As the Muslim community grew, questions quickly emerged as to what was proper behavior during times of war. The Quran provided detailed guidelines and regulations regarding the conduct of war: who is to fight and who is exempted (48:17, 9:91), when hostilities must cease (2:192), and how prisoners should be treated (47:4). Most important, verses such as 2:294 emphasized that warfare and the response to violence and aggression must be proportional: “Whoever transgresses against you, respond in kind.” Esposito, John L. . "Violence and Terrorism." John Espisito, in Oxford Islamic Studies Online. 26-Nov-2011.
Muhammad and his followers created the first “rules of war” in Arabia, rules that:
Exempted women, children, monks, rabbis, and the elderly.
Prohibited mutilation of the dead.
Prohibited sexual violence.
Prohibited killing diplomats.
Prohibited wanton destruction of property.
Prohibited demolition of religious or medical institutions.
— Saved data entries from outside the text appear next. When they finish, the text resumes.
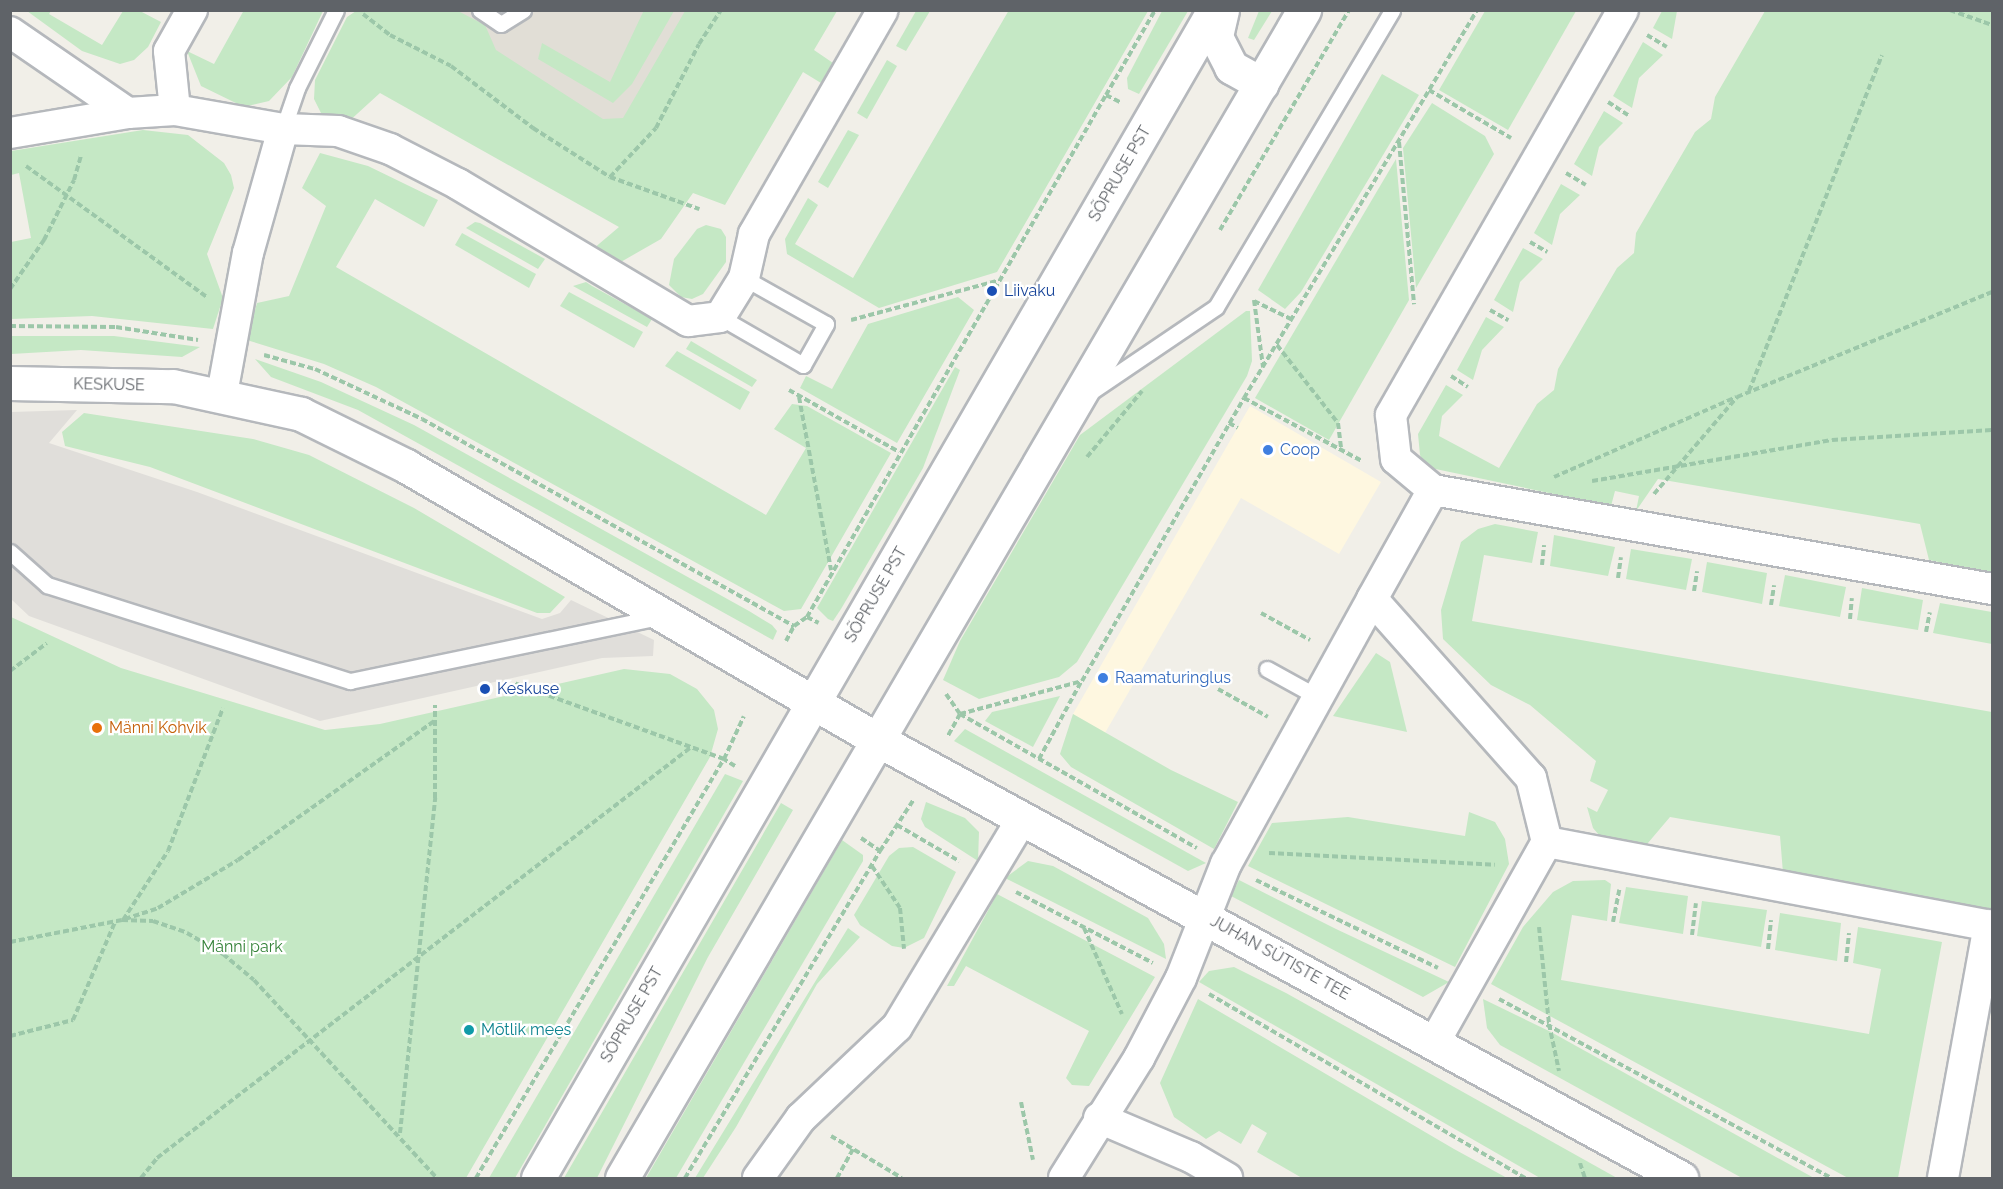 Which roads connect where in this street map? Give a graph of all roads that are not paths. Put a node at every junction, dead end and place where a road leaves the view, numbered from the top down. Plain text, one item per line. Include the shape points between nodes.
1 (192, 10) edge
2 (336, 10) edge
3 (480, 10) edge
4 (523, 10) edge
5 (883, 10) edge
6 (1214, 10) edge
7 (1222, 10) edge
8 (1304, 10) edge
9 (1392, 10) edge
10 (1623, 10) edge
11 (10, 32) edge
12 (1262, 84) junction
13 (175, 110) junction
14 (128, 113) junction
15 (283, 129) junction
16 (10, 133) edge
17 (744, 278) junction
18 (720, 317) junction
19 (16, 389) edge
20 (222, 394) junction
21 (1069, 407) junction
22 (1433, 490) junction
23 (10, 552) edge
24 (1992, 589) edge
25 (1372, 599) junction
26 (667, 615) junction
27 (1267, 669) dead end
28 (1318, 697) junction
29 (813, 704) junction
30 (878, 740) junction
31 (1022, 819) junction
32 (1547, 842) junction
33 (1205, 917) junction
34 (1991, 926) edge
35 (1434, 1042) junction
36 (1099, 1118) junction
37 (538, 1179) edge
38 (622, 1179) edge
39 (758, 1179) edge
40 (1064, 1179) edge
41 (1227, 1179) edge
42 (1681, 1179) edge
43 (1943, 1179) edge

1 - 13 street via 169,51
2 - 15 lane via 297,88
3 - 4 lane via 501,24
5 - 17 street via 754,234
6 - 29 main road, SÕPRUSE PST
7 - 12 main road via 1216,37 1231,67
8 - 12 main road
9 - 21 lane via 1216,307
10 - 22 street via 1391,415 1396,459
11 - 14 street
12 - 21 main road
13 - 14 street
13 - 15 street
14 - 16 street
15 - 18 street via 338,131 390,149 688,321
15 - 20 street via 248,253
17 - 18 street
17 - 18 lane via 826,324 803,365
19 - 20 main road, KESKUSE via 173,386
20 - 26 main road, KESKUSE via 301,414 406,466
21 - 30 main road
22 - 24 street
22 - 25 street
23 - 26 lane via 47,585 350,681
25 - 28 street
25 - 32 street via 1531,778
26 - 29 main road, KESKUSE
27 - 28 lane
28 - 33 street via 1229,858
29 - 30 main road, KESKUSE
29 - 37 main road, SÕPRUSE PST
30 - 31 main road, JUHAN SÜTISTE TEE
30 - 38 main road
31 - 33 main road, JUHAN SÜTISTE TEE
31 - 39 street via 897,1027 801,1118
32 - 34 street
32 - 35 street
33 - 35 main road, JUHAN SÜTISTE TEE
33 - 36 street via 1181,978 1139,1059
34 - 43 street
35 - 42 main road, JUHAN SÜTISTE TEE
36 - 40 street
36 - 41 street via 1191,1157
The prevailing opinion of Muslims is that passages like Surah 9:5 applied only to the polytheists of the Quraysh tribe that Muhammad fought, and does not have modern application.
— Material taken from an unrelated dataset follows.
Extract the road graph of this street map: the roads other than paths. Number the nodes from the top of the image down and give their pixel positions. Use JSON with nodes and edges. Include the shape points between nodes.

Although the medieval and modern anti-abrogationists have not explicitly opposed the sword verse or the imperative to fight in God's path, they have certainly opened the door to a more irenic interpretation. Normally, they specify that the sword verses were directed only at the Arabian polytheists and that they have no general application beyond that.
Yahya Blankinship, Khalid . "Sword Verses." In The Oxford Encyclopedia of the Islamic World.
"Islam's history and Holy Scriptures clearly supply support for violent aggression against non-Muslims in order to establish Allah's right way on the earth. Several groups of modern radical Muslims attest to this practice today. Most modern Muslims, however, believe that the season of fierce, hostile invasion of other lands and peoples pertained only to the initial spread of Islam, and should not be practiced today." (Understand My Muslim People, p. 199-200).
Given what we have studied about the rules of war in Islam, it is obvious that terrorists like Usama bin Laden operate under beliefs that are contrary to the teaching of Islam. In his 1998 fatwah against the U.S., bin Laden quoted Surah 2:193: “Fight them until there is no more persecution, and worship is devoted to God.” But he omitted the second half of the verse - at precisely the point that it is not permitted to pause or stop reading according to tajwid, the rules of recitation.
“If they cease hostilities, there can be no [further] hostility, except towards aggressors.”
Terrorism is the deliberate and random use of violence against civilians for political goals. Islamic terrorism has the same features of other forms of terrorism, but it is certainly not the only belief system to spawn terrorism. And for all of its pious sounding protests, the primary victims of Muslim extremism and terrorism, such as that fueled by bin Laden, have been Muslims.